* **Records provided**:
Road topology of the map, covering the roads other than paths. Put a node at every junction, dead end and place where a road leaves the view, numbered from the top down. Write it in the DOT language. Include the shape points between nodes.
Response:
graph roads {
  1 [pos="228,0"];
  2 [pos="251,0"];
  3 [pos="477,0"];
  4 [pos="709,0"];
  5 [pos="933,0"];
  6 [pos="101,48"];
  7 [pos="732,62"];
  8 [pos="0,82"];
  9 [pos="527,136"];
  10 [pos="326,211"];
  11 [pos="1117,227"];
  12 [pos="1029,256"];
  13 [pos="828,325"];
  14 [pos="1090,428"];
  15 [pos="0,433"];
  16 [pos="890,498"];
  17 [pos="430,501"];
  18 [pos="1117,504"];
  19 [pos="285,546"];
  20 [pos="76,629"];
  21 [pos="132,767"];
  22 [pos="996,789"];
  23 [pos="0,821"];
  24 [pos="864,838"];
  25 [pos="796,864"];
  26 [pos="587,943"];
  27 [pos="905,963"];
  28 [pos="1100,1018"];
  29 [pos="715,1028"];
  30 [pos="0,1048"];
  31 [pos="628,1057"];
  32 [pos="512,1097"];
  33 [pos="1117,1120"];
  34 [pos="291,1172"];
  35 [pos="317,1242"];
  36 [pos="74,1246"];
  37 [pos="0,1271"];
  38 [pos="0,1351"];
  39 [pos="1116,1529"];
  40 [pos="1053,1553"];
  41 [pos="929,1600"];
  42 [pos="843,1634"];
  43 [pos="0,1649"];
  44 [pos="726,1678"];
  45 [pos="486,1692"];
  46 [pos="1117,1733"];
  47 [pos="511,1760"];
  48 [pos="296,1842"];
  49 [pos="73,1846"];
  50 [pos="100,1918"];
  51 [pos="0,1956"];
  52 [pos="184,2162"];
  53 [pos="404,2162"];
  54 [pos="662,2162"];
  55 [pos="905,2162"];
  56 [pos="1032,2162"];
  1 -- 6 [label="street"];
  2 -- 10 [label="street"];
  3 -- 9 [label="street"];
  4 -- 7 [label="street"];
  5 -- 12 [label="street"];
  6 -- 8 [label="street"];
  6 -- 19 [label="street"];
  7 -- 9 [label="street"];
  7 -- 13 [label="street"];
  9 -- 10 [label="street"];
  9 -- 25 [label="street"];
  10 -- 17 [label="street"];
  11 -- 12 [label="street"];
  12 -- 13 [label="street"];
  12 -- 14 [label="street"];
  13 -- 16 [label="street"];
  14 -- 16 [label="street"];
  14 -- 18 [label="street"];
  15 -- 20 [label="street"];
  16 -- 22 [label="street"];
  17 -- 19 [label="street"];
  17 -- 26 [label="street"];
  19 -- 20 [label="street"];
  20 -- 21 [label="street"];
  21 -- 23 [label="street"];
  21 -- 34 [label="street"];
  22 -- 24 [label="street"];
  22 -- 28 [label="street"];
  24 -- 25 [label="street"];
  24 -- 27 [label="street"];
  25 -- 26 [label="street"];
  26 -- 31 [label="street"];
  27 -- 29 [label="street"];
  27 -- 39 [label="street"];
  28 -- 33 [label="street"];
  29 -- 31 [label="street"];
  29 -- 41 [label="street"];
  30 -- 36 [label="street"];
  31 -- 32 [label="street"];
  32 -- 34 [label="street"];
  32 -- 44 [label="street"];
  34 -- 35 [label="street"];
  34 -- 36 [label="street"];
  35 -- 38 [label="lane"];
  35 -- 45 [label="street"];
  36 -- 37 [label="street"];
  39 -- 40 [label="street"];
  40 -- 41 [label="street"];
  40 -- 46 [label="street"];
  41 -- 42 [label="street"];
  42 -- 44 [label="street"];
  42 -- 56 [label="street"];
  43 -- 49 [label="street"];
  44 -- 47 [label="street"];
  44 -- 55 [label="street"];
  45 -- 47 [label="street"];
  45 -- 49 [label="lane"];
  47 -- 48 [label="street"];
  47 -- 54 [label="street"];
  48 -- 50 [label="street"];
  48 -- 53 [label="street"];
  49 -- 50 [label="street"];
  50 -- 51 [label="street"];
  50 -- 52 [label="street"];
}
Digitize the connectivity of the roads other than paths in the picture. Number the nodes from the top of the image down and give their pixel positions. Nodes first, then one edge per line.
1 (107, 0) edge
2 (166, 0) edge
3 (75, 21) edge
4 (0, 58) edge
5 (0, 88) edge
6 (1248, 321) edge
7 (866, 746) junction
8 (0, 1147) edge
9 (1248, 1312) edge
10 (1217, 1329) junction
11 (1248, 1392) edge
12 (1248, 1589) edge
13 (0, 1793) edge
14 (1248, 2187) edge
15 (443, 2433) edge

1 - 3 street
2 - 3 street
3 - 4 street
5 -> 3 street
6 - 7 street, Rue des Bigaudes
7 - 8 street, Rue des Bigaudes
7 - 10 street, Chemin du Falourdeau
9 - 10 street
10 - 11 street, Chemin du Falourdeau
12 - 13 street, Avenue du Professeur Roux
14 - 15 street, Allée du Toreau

* **To do**:
Return the listing verbatim.

* **Output**:
Road topology of the map, covering the roads other than paths. Put a node at every junction, dead end and place where a road leaves the view, numbered from the top down. Write it in the DOT language. Include the shape points between nodes.
Response:
graph roads {
  1 [pos="228,0"];
  2 [pos="251,0"];
  3 [pos="477,0"];
  4 [pos="709,0"];
  5 [pos="933,0"];
  6 [pos="101,48"];
  7 [pos="732,62"];
  8 [pos="0,82"];
  9 [pos="527,136"];
  10 [pos="326,211"];
  11 [pos="1117,227"];
  12 [pos="1029,256"];
  13 [pos="828,325"];
  14 [pos="1090,428"];
  15 [pos="0,433"];
  16 [pos="890,498"];
  17 [pos="430,501"];
  18 [pos="1117,504"];
  19 [pos="285,546"];
  20 [pos="76,629"];
  21 [pos="132,767"];
  22 [pos="996,789"];
  23 [pos="0,821"];
  24 [pos="864,838"];
  25 [pos="796,864"];
  26 [pos="587,943"];
  27 [pos="905,963"];
  28 [pos="1100,1018"];
  29 [pos="715,1028"];
  30 [pos="0,1048"];
  31 [pos="628,1057"];
  32 [pos="512,1097"];
  33 [pos="1117,1120"];
  34 [pos="291,1172"];
  35 [pos="317,1242"];
  36 [pos="74,1246"];
  37 [pos="0,1271"];
  38 [pos="0,1351"];
  39 [pos="1116,1529"];
  40 [pos="1053,1553"];
  41 [pos="929,1600"];
  42 [pos="843,1634"];
  43 [pos="0,1649"];
  44 [pos="726,1678"];
  45 [pos="486,1692"];
  46 [pos="1117,1733"];
  47 [pos="511,1760"];
  48 [pos="296,1842"];
  49 [pos="73,1846"];
  50 [pos="100,1918"];
  51 [pos="0,1956"];
  52 [pos="184,2162"];
  53 [pos="404,2162"];
  54 [pos="662,2162"];
  55 [pos="905,2162"];
  56 [pos="1032,2162"];
  1 -- 6 [label="street"];
  2 -- 10 [label="street"];
  3 -- 9 [label="street"];
  4 -- 7 [label="street"];
  5 -- 12 [label="street"];
  6 -- 8 [label="street"];
  6 -- 19 [label="street"];
  7 -- 9 [label="street"];
  7 -- 13 [label="street"];
  9 -- 10 [label="street"];
  9 -- 25 [label="street"];
  10 -- 17 [label="street"];
  11 -- 12 [label="street"];
  12 -- 13 [label="street"];
  12 -- 14 [label="street"];
  13 -- 16 [label="street"];
  14 -- 16 [label="street"];
  14 -- 18 [label="street"];
  15 -- 20 [label="street"];
  16 -- 22 [label="street"];
  17 -- 19 [label="street"];
  17 -- 26 [label="street"];
  19 -- 20 [label="street"];
  20 -- 21 [label="street"];
  21 -- 23 [label="street"];
  21 -- 34 [label="street"];
  22 -- 24 [label="street"];
  22 -- 28 [label="street"];
  24 -- 25 [label="street"];
  24 -- 27 [label="street"];
  25 -- 26 [label="street"];
  26 -- 31 [label="street"];
  27 -- 29 [label="street"];
  27 -- 39 [label="street"];
  28 -- 33 [label="street"];
  29 -- 31 [label="street"];
  29 -- 41 [label="street"];
  30 -- 36 [label="street"];
  31 -- 32 [label="street"];
  32 -- 34 [label="street"];
  32 -- 44 [label="street"];
  34 -- 35 [label="street"];
  34 -- 36 [label="street"];
  35 -- 38 [label="lane"];
  35 -- 45 [label="street"];
  36 -- 37 [label="street"];
  39 -- 40 [label="street"];
  40 -- 41 [label="street"];
  40 -- 46 [label="street"];
  41 -- 42 [label="street"];
  42 -- 44 [label="street"];
  42 -- 56 [label="street"];
  43 -- 49 [label="street"];
  44 -- 47 [label="street"];
  44 -- 55 [label="street"];
  45 -- 47 [label="street"];
  45 -- 49 [label="lane"];
  47 -- 48 [label="street"];
  47 -- 54 [label="street"];
  48 -- 50 [label="street"];
  48 -- 53 [label="street"];
  49 -- 50 [label="street"];
  50 -- 51 [label="street"];
  50 -- 52 [label="street"];
}
Digitize the connectivity of the roads other than paths in the picture. Number the nodes from the top of the image down and give their pixel positions. Nodes first, then one edge per line.
1 (107, 0) edge
2 (166, 0) edge
3 (75, 21) edge
4 (0, 58) edge
5 (0, 88) edge
6 (1248, 321) edge
7 (866, 746) junction
8 (0, 1147) edge
9 (1248, 1312) edge
10 (1217, 1329) junction
11 (1248, 1392) edge
12 (1248, 1589) edge
13 (0, 1793) edge
14 (1248, 2187) edge
15 (443, 2433) edge

1 - 3 street
2 - 3 street
3 - 4 street
5 -> 3 street
6 - 7 street, Rue des Bigaudes
7 - 8 street, Rue des Bigaudes
7 - 10 street, Chemin du Falourdeau
9 - 10 street
10 - 11 street, Chemin du Falourdeau
12 - 13 street, Avenue du Professeur Roux
14 - 15 street, Allée du Toreau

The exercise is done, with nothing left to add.